The universal decryption key for Kaseya has been leaked on a Russian hacking forum by hackers. An Ekranoplan-named user shared the screenshot for REvil infected files that look to be a universal decrypter. The tweet was also retweeted by a security researcher titled pancak3.
The Kaseya customers have been utilizing the tool for ransomware Universal Decryption to get files held hostage by the REvil. The very same media organization previously thought that all encrypted REvil files are the key works. The website has nevertheless reported that the other attacks of the renowned gang are not being carried out. The tool works rather only on the files of the Kaseya users.
The REvil ransomware organization has infiltrated the zero-day vulnerability, which encrypted Documents of roughly 1,500 enterprises, in the cyberattack on the VSA remote management application of Kaseya. The major attack paralyzed Kaseya customers' operation. Kaseya is the software automation supplier for the information technology industry with remote management tools.
The renowned ranking gang then asked for an incredible $70 million ransom to return the encrypted data through a universal decrypter tool. The key is to neutralize the threat actors' activities towards the victims by making the files available again. After this whooping demand, the gang suddenly disappeared.
On the web, the organization had left no record, as of July 13. The group is said to be 42 percent behind the new ransomware attacks.
It is important to mention that the abrupt disappearance of the renowned gang was carried out one day before the United States involving high authorities from the White House. and Russia discussed the surge in the ransomware cases.
Meanwhile, on July 22, Kaseya eventually got the decryption tool, to reverse its customer file encryption.
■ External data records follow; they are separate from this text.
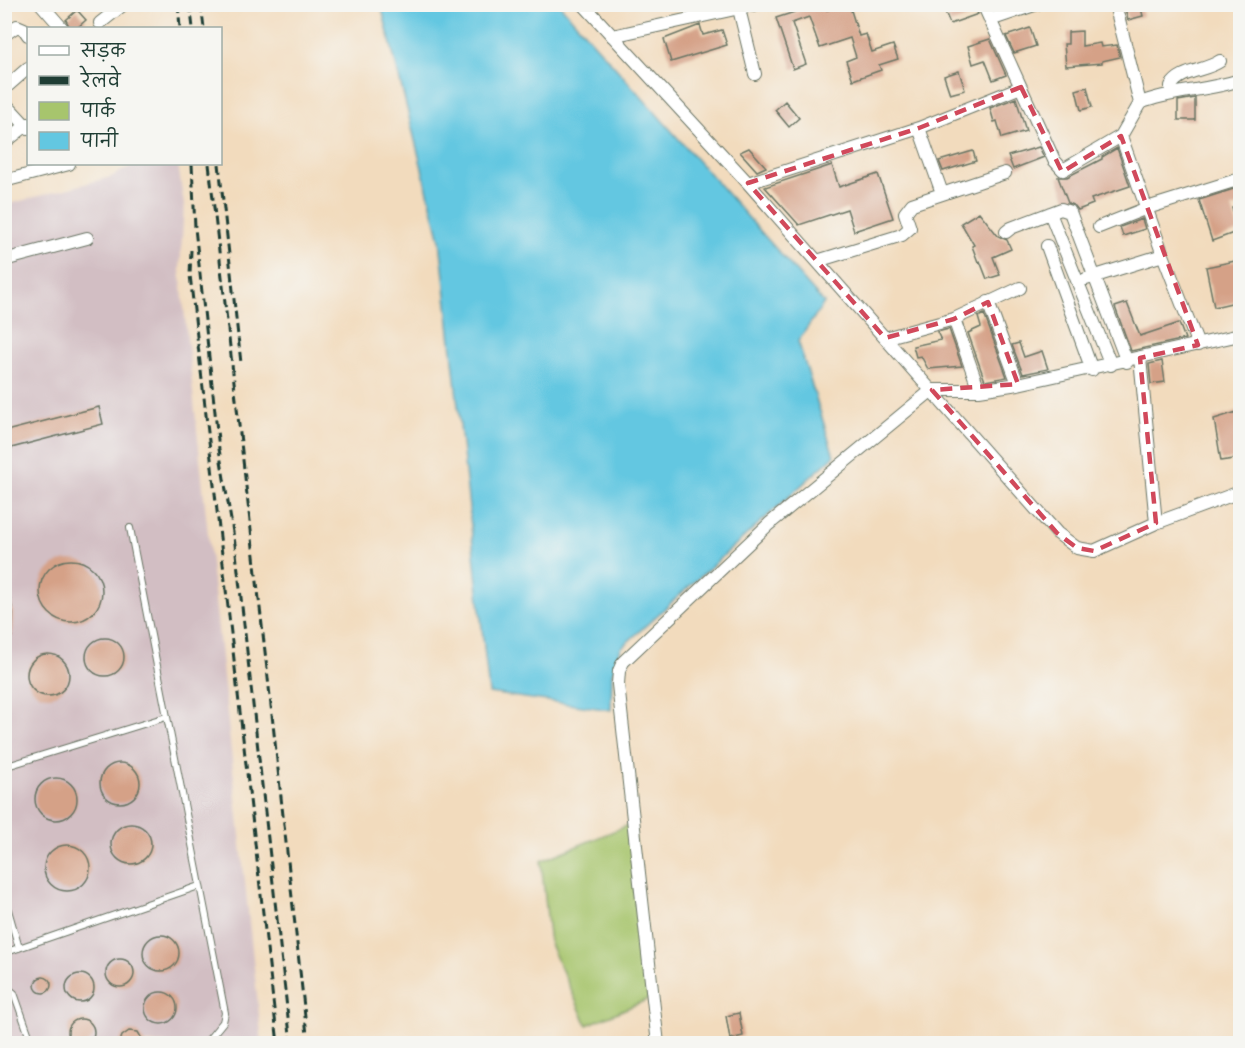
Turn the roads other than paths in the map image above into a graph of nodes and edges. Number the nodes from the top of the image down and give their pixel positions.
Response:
1 (41, 4) edge
2 (124, 4) edge
3 (583, 4) edge
4 (758, 4) edge
5 (983, 4) edge
6 (1037, 4) edge
7 (1115, 4) edge
8 (739, 9) junction
9 (990, 20) junction
10 (100, 23) dead end
11 (61, 27) edge
12 (27, 34) edge
13 (4, 35) edge
14 (612, 36) junction
15 (1220, 61) dead end
16 (27, 69) edge
17 (755, 74) dead end
18 (1240, 80) edge
19 (1021, 87) junction
20 (4, 89) edge
21 (1171, 93) junction
22 (4, 102) edge
23 (1140, 103) junction
24 (27, 125) edge
25 (27, 127) edge
26 (919, 128) junction
27 (1121, 136) junction
28 (4, 143) edge
29 (60, 165) edge
30 (1005, 173) dead end
31 (1240, 179) edge
32 (4, 181) edge
33 (748, 183) junction
34 (942, 193) junction
35 (1147, 208) junction
36 (1050, 213) junction
37 (1099, 227) dead end
38 (1006, 232) dead end
39 (87, 238) dead end
40 (1047, 246) dead end
41 (1162, 255) junction
42 (4, 260) edge
43 (817, 261) junction
44 (1094, 276) junction
45 (1077, 281) junction
46 (1063, 286) junction
47 (1020, 288) dead end
48 (988, 302) junction
49 (954, 319) junction
50 (1240, 335) edge
51 (885, 338) junction
52 (1198, 345) junction
53 (1140, 358) junction
54 (1127, 362) junction
55 (1111, 365) junction
56 (1092, 370) junction
57 (1018, 384) junction
58 (932, 390) junction
59 (979, 390) junction
60 (1240, 492) edge
61 (1156, 524) junction
62 (130, 528) dead end
63 (166, 717) junction
64 (4, 767) edge
65 (199, 886) junction
66 (4, 896) edge
67 (19, 948) junction
68 (4, 953) edge
69 (4, 985) edge
70 (32, 1044) edge
71 (205, 1044) edge
72 (658, 1044) edge

1 - 11 street
2 - 10 street
3 - 14 street
4 - 8 street
5 - 9 street
6 - 9 street
7 - 23 street
8 - 14 street
8 - 17 street
9 - 19 street
12 - 13 street
14 - 33 street
15 - 21 street
16 - 20 street
18 - 21 street
19 - 26 street
19 - 27 street
21 - 23 street
22 - 24 street
23 - 27 street
25 - 28 street
26 - 33 street
26 - 34 street
27 - 35 street
29 - 32 street
30 - 34 street
31 - 35 street
33 - 43 street
34 - 43 street
35 - 37 street
35 - 41 street
36 - 38 street
36 - 44 street
36 - 45 street
39 - 42 street
40 - 46 street
41 - 44 street
41 - 52 street
43 - 51 street
44 - 45 street
44 - 54 street
45 - 46 street
45 - 55 street
46 - 56 street
47 - 48 street
48 - 49 street
48 - 57 street
49 - 51 street
49 - 59 street
50 - 52 street
51 - 58 street
52 - 53 street
53 - 54 street
53 - 61 street
54 - 55 street
55 - 56 street
56 - 57 street
57 - 59 street
58 - 59 street
58 - 61 street
58 - 72 street
60 - 61 street
62 - 63 lane
63 - 64 lane
63 - 65 lane
65 - 67 lane
65 - 71 lane
66 - 67 lane
67 - 68 lane
69 - 70 lane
The Verge states that there are three ways in which Kaseya can get hold of the decryption tool: the US, Russia, or REvil itself. Nevertheless, these assumptions were neither confirmed nor denied by the IT business. Conversely, the Florida-based IT company said that it received the key from a "trusted third party."
In addition, Kaseya has provided its customers with the universal decryption tool but there is a twist - the corporation requires its customers to sign a non-disclosure agreement. While NDAs are routinely employed in cyberattacks, incorporating them in this process makes the incident a complete secret.